Textes de méditation : Ac 2, 42-47 ; Ps 117 (118) ; 1P 1, 3-9 ; Jn 20, 19-31
Bien-aimés (es) de Dieu, Shalom !En ce deuxième Dimanche de Pâques, appelé « Dimanche de la Divine Miséricorde », l’Eglise Universelle nous propose, pour notre méditation, l’évangile selon saint Jean (20,19-31). Dans ce récit, Jésus apparait à deux reprises à ses disciples pour leur renouveler son attachement et son amour démesuré, avec une expression réconfortante : « La paix soit avec vous ! ». Ces paroles introduisent les débuts de chaque célébration eucharistique, vu que « la paix » joue un rôle capital dans notre vie, dans notre relation avec les autres et avec le Seigneur. C’est dire qu’à chaque assemblée dominicale, comme ce jour-là, le Ressuscité nous souhaite la paix par la voix du prêtre.
Aussi, avant la communion, l’assemblée est conviée, à son tour, à se donner la paix les uns aux autres, au nom du Christ. Se donner une poignée de main, s’embrasser, se sourire, en se disant : « la paix du Christ ! », n’est pas un geste banal. L’échange de paix, en fait, est un beau geste par lequel nous manifestons que nous sommes enfants du même Père et nous acceptons volontiers la mission d’être acteurs et artisans de paix dans nos milieux de vie, selon la recommandation du Christ dans l’Evangile de ce jour : « De même que le Père m’a envoyé, moi aussi, je vous envoie ». Certes, pour être acteurs et artisans de la paix, il faut avant tout l’avoir en nous.
Ainsi, il y a lieu de remarquer qu’après être trahi et abandonné par tous, après être passé par la mort et descendu aux enfers, le Seigneur offre à ses disciples le don précieux de la paix. C’est bien le fruit de la victoire de l’amour de Dieu sur le mal de l’homme, c’est le fruit du pardon sur la trahison. Souvent, dans le quotidien de notre vie, il nous arrive d’avoir du mal à accorder le pardon. De ce fait, nous continuons à vivre le « Vendredi Saint » au lieu de célébrer la résurrection du Christ. En fait, nous sommes encouragés à accorder le pardon au prochain non pas parce qu’il en a besoin ou le mérite, mais plutôt parce que nous, nous avons besoin de la paix, car il n’y a pas de véritable paix intérieure sans le vrai pardon.

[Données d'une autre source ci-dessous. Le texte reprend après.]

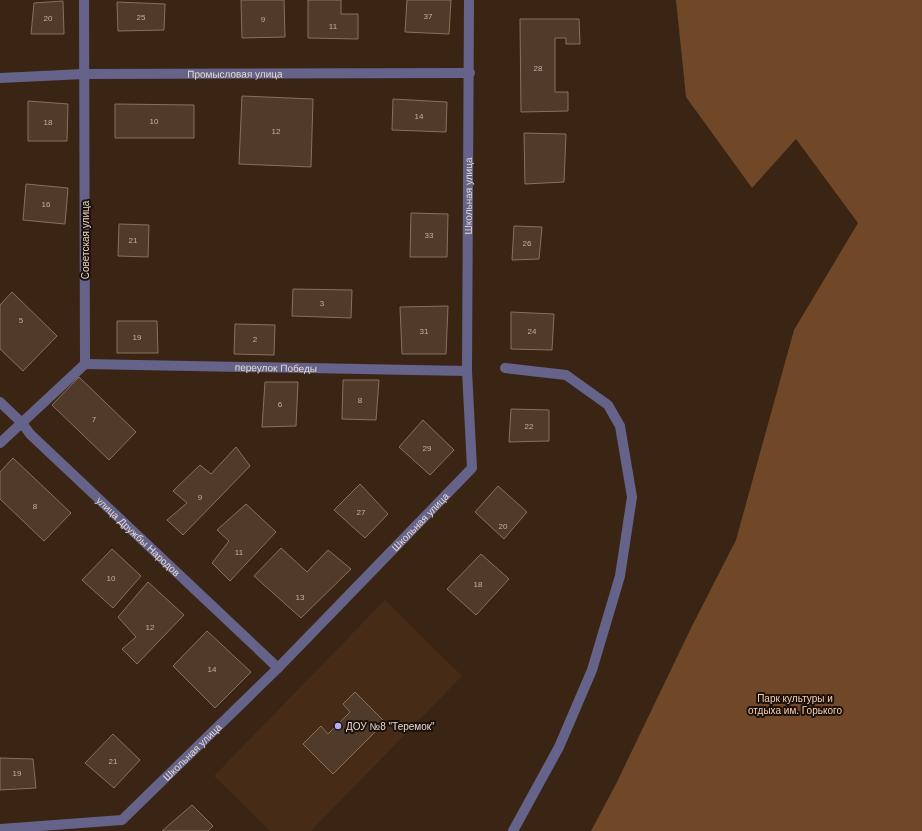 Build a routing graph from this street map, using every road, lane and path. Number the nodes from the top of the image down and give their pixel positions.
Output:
1 (84, 0) edge
2 (469, 0) edge
3 (470, 73) junction
4 (84, 74) junction
5 (0, 78) edge
6 (85, 364) junction
7 (505, 368) dead end
8 (466, 371) junction
9 (0, 402) edge
10 (22, 422) junction
11 (0, 443) edge
12 (278, 668) junction
13 (0, 829) edge
14 (513, 831) edge

1 - 4 street, Советская улица
2 - 3 street, Школьная улица
3 - 4 street, Промысловая улица
3 - 8 street, Школьная улица
4 - 5 street, Промысловая улица
4 - 6 street, Советская улица
6 - 8 street, переулок Победы
6 - 10 street
7 - 14 street
8 - 12 street, Школьная улица
9 - 10 street, улица Дружбы Народов
10 - 11 street
10 - 12 street, улица Дружбы Народов
12 - 13 street, Школьная улица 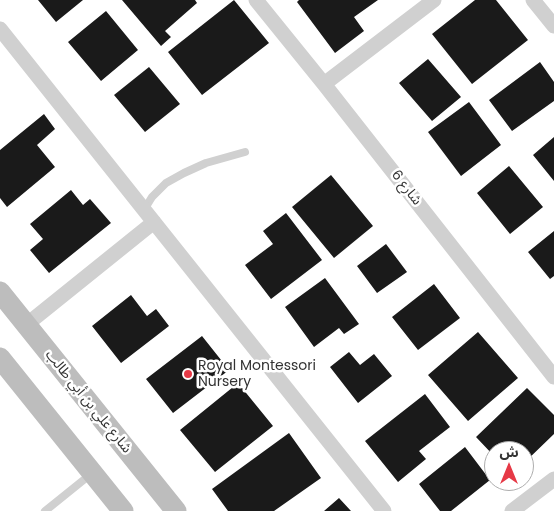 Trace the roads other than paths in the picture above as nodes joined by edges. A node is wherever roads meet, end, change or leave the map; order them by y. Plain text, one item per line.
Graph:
1 (256, 0) edge
2 (434, 0) edge
3 (533, 0) edge
4 (554, 26) edge
5 (0, 29) edge
6 (324, 84) junction
7 (246, 152) dead end
8 (144, 210) junction
9 (154, 222) junction
10 (0, 292) edge
11 (26, 325) junction
12 (0, 358) edge
13 (554, 376) edge
14 (92, 473) junction
15 (554, 479) edge
16 (45, 511) edge
17 (123, 511) edge
18 (176, 511) edge
19 (384, 511) edge
20 (512, 511) edge

1 - 6 street, شارع 6
2 - 6 street
3 - 4 street
5 - 8 street
6 - 13 street, شارع 6
7 - 8 lane
8 - 9 street
9 - 11 street
9 - 19 street
10 - 11 street, شارع علي بن أبي طالب
11 - 18 street, شارع علي بن أبي طالب
12 - 14 street
14 - 16 lane
14 - 17 street
15 - 20 street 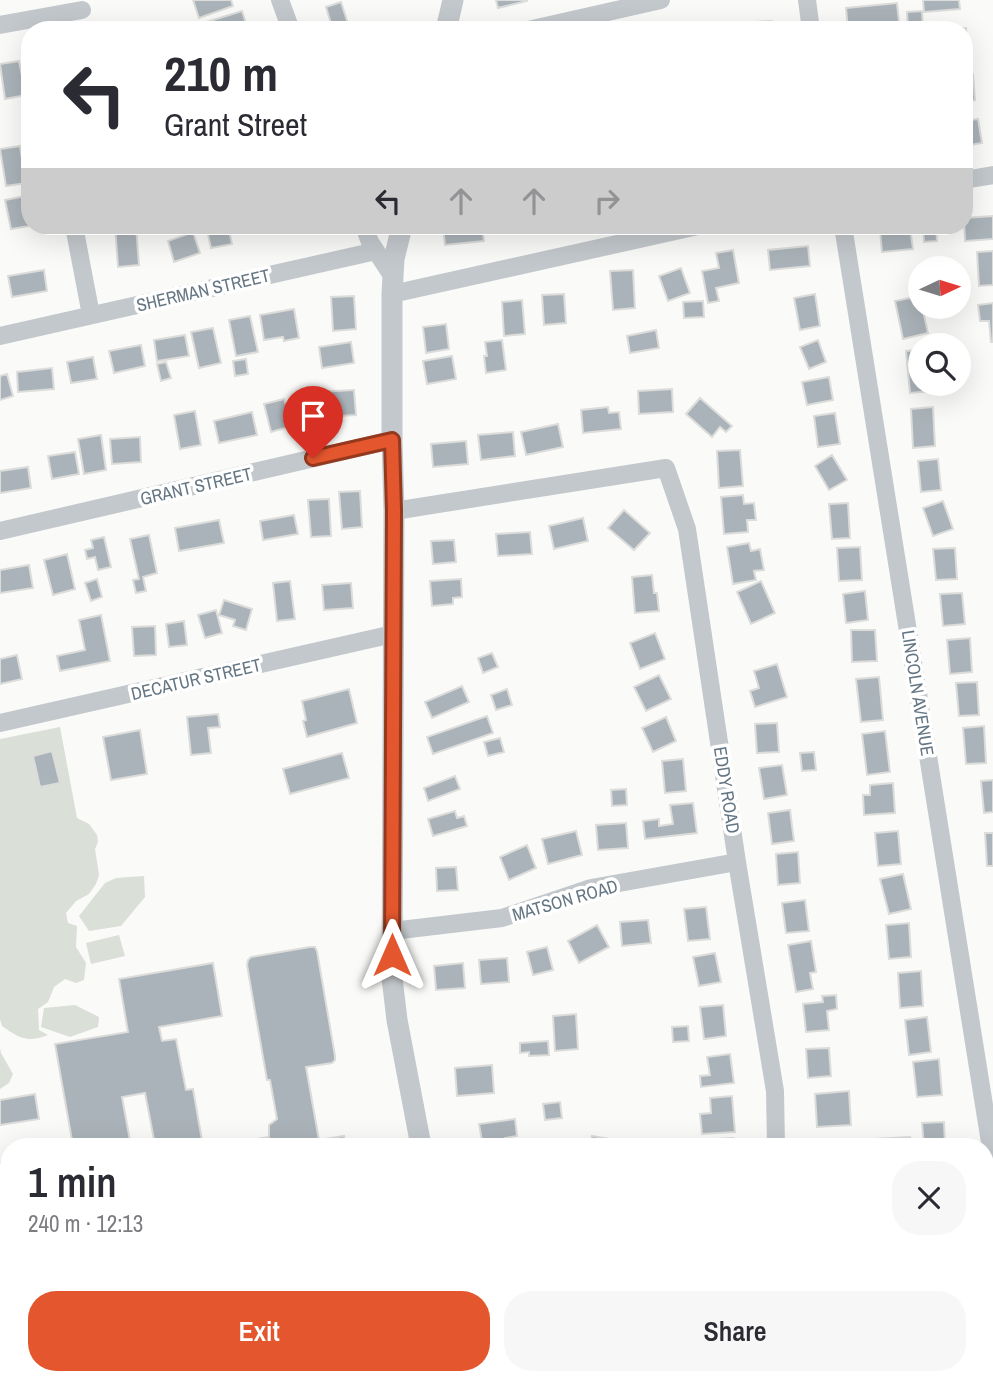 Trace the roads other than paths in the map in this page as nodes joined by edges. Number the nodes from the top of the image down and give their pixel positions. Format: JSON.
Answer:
{"nodes":[{"id":1,"x":280,"y":0,"type":"edge"},
{"id":2,"x":453,"y":0,"type":"edge"},
{"id":3,"x":661,"y":0,"type":"edge"},
{"id":4,"x":807,"y":0,"type":"edge"},
{"id":5,"x":82,"y":10,"type":"dead end"},
{"id":6,"x":21,"y":21,"type":"edge"},
{"id":7,"x":22,"y":21,"type":"edge"},
{"id":8,"x":288,"y":21,"type":"edge"},
{"id":9,"x":448,"y":21,"type":"edge"},
{"id":10,"x":568,"y":21,"type":"edge"},
{"id":11,"x":810,"y":21,"type":"edge"},
{"id":12,"x":0,"y":25,"type":"edge"},
{"id":13,"x":993,"y":175,"type":"edge"},
{"id":14,"x":973,"y":178,"type":"edge"},
{"id":15,"x":76,"y":235,"type":"edge"},
{"id":16,"x":367,"y":235,"type":"edge"},
{"id":17,"x":400,"y":235,"type":"edge"},
{"id":18,"x":652,"y":235,"type":"edge"},
{"id":19,"x":844,"y":235,"type":"edge"},
{"id":20,"x":376,"y":251,"type":"junction"},
{"id":21,"x":392,"y":286,"type":"junction"},
{"id":22,"x":91,"y":315,"type":"junction"},
{"id":23,"x":0,"y":336,"type":"edge"},
{"id":24,"x":392,"y":440,"type":"junction"},
{"id":25,"x":394,"y":511,"type":"junction"},
{"id":26,"x":0,"y":531,"type":"edge"},
{"id":27,"x":393,"y":634,"type":"junction"},
{"id":28,"x":0,"y":723,"type":"edge"},
{"id":29,"x":737,"y":862,"type":"junction"},
{"id":30,"x":393,"y":932,"type":"junction"},
{"id":31,"x":419,"y":1138,"type":"edge"},
{"id":32,"x":776,"y":1138,"type":"edge"},
{"id":33,"x":989,"y":1138,"type":"edge"}],
"edges":[{"from":1,"to":8,"type":"street"},
{"from":2,"to":9,"type":"street"},
{"from":3,"to":10,"type":"street"},
{"from":4,"to":11,"type":"street"},
{"from":5,"to":7,"type":"street"},
{"from":6,"to":12,"type":"street"},
{"from":13,"to":14,"type":"street"},
{"from":15,"to":22,"type":"street"},
{"from":16,"to":20,"type":"street"},
{"from":17,"to":21,"type":"street"},
{"from":18,"to":21,"type":"street"},
{"from":19,"to":33,"type":"street","name":"LINCOLN AVENUE"},
{"from":20,"to":21,"type":"street"},
{"from":20,"to":22,"type":"street","name":"SHERMAN STREET"},
{"from":21,"to":24,"type":"street"},
{"from":22,"to":23,"type":"street","name":"SHERMAN STREET"},
{"from":24,"to":25,"type":"street"},
{"from":24,"to":26,"type":"street","name":"GRANT STREET"},
{"from":25,"to":27,"type":"street"},
{"from":25,"to":29,"type":"street","name":"EDDY ROAD"},
{"from":27,"to":28,"type":"street","name":"DECATUR STREET"},
{"from":27,"to":30,"type":"street"},
{"from":29,"to":30,"type":"street","name":"MATSON ROAD"},
{"from":29,"to":32,"type":"street","name":"EDDY ROAD"},
{"from":30,"to":31,"type":"street"}]}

Ainsi donc, en ce Dimanche de la Divine Miséricorde, demandons la grâce de la paix du cœur et celle de pratiquer la miséricorde envers les autres et de ne pas nous lasser de demander la miséricorde divine, chaque fois que nous en avons besoin car, comme aimait le répéter le Pape François, d’heureuse mémoire, « le Seigneur ne se fatigue jamais de nous pardonner, c’est nous qui nous fatiguons de lui demander pardon ». Puisse le Christ Ressuscité nous prendre en grâce et nous bénir.